Contact Altinity support to set up an alternate endpoint.

VPC Endpoint Enabled

Contact Altinity support to set up a VPC endpoint.

IP restrictions

If enabled, only ClickHouse applications or clients coming from specific IP addresses are allowed to connect to the cluster. You can add other addresses to the list, including ranges of IP addresses in CIDR format.

Disabling IP restrictions means that any ClickHouse application or client can connect to your ClickHouse cluster from any IP address.

NOTE: This restriction only applies to ClickHouse applications or clients. Anyone with the proper credentials can access the Altinity Cloud Manager UI from any IP address.

Protocols

Port 9440 enables the ClickHouse binary protocl, and port 8443 enables HTTP connections.

Datadog Integration

You can use Datadog to monitor your ClickHouse cluster. The Datadog options are only enabled if your cluster’s environment is enabled for Datadog support. See the section Enabling Datadog at the environment level for the details. Be aware that you must have the appropriate privileges to edit an environment’s settings, so you may need to contact your administrator.

Zone Awareness

When Zone Awareness is enabled, Altinity.Cloud keeps traffic between client connections and your ClickHouse cluster in a single availability zone whenever possible. This allows you to avoid cross-zone hops.

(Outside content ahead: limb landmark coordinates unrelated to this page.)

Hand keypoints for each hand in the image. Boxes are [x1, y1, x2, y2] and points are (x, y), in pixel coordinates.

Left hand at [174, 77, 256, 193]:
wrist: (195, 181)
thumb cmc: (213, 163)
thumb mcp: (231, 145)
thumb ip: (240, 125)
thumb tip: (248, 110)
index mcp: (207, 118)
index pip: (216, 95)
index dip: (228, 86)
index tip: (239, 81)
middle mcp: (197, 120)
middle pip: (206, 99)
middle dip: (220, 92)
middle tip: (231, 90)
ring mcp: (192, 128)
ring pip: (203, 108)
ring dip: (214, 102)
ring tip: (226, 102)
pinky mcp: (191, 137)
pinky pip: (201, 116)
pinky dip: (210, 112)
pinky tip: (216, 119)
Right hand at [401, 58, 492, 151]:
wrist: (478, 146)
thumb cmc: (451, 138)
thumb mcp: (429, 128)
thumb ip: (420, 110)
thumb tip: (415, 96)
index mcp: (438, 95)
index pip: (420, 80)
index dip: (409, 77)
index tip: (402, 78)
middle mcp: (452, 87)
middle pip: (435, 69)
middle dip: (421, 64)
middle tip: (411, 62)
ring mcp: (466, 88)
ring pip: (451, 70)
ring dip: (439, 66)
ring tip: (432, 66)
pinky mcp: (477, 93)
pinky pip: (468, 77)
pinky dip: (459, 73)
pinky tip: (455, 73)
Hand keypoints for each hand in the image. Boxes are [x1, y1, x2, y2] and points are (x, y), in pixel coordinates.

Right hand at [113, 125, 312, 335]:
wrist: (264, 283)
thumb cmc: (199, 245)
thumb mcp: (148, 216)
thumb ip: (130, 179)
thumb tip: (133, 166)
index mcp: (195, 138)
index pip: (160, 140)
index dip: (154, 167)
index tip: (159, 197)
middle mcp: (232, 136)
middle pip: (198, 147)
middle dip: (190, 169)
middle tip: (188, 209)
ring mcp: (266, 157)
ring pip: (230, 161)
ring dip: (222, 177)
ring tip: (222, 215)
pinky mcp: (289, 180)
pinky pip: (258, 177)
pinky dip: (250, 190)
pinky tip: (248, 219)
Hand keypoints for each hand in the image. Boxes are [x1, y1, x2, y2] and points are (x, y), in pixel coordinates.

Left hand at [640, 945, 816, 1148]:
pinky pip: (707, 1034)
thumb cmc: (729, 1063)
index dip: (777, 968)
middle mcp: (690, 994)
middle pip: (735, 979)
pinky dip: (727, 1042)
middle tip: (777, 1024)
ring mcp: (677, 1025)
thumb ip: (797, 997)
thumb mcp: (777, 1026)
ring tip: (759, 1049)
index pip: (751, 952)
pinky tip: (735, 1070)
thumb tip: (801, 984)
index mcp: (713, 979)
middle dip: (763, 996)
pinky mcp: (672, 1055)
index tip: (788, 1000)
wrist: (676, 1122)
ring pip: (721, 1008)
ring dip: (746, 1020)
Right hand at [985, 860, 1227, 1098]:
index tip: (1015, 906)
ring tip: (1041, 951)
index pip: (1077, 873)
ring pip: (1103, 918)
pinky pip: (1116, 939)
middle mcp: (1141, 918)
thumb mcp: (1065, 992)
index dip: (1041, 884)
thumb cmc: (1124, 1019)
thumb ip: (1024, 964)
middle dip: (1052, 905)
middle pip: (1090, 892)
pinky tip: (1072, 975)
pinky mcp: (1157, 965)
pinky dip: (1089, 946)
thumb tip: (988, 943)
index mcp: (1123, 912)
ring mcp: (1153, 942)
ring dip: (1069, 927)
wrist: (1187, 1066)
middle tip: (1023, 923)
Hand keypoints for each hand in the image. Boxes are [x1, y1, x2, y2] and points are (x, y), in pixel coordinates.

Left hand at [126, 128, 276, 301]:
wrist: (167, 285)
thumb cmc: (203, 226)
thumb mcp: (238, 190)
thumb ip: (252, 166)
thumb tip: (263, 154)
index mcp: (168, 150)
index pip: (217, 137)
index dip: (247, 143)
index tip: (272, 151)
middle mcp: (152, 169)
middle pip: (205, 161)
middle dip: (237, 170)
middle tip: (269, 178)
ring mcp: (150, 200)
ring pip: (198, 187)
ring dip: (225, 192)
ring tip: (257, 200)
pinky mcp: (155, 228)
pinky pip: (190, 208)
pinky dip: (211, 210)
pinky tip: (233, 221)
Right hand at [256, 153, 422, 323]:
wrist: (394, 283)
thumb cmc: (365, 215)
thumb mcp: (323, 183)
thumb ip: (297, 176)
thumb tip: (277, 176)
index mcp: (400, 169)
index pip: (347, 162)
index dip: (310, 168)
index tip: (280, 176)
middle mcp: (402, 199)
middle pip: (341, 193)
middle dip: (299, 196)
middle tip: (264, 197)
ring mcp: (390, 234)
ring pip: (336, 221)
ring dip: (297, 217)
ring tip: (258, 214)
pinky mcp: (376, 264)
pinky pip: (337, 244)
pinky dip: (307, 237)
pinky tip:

However, if all of your client connections come from a single zone, this feature will route all requests to a single ClickHouse node. In that case, turning Zone Awareness off will ensure that your load balancer will distribute requests across all the nodes in the cluster.

Setting an activity schedule

The Activity Schedule settings let you control when a ClickHouse cluster will run as well as the kinds of nodes the ClickHouse cluster will use. Altinity.Cloud does not bill you for compute resources or support for non-running clusters, so you can cut your costs by stopping ClickHouse clusters that don’t need to run constantly. (Note that these cost savings do not apply to storage and backups.) You can also cut your costs by scaling your ClickHouse clusters down to smaller, cheaper nodes during non-peak hours.

There are four items at the top of the dialog:

Activity scheduling options
  • ALWAYS ON - the cluster is always running. This is the default.
  • STOP WHEN INACTIVE - the cluster stops running after some number of hours of inactivity.
  • STOP ON SCHEDULE - the cluster runs only on certain days of the week or at certain times of the day.
  • RESCALE ON SCHEDULE - the cluster is always running, but it scales up or down to different node types on certain days of the week or at certain times of the day.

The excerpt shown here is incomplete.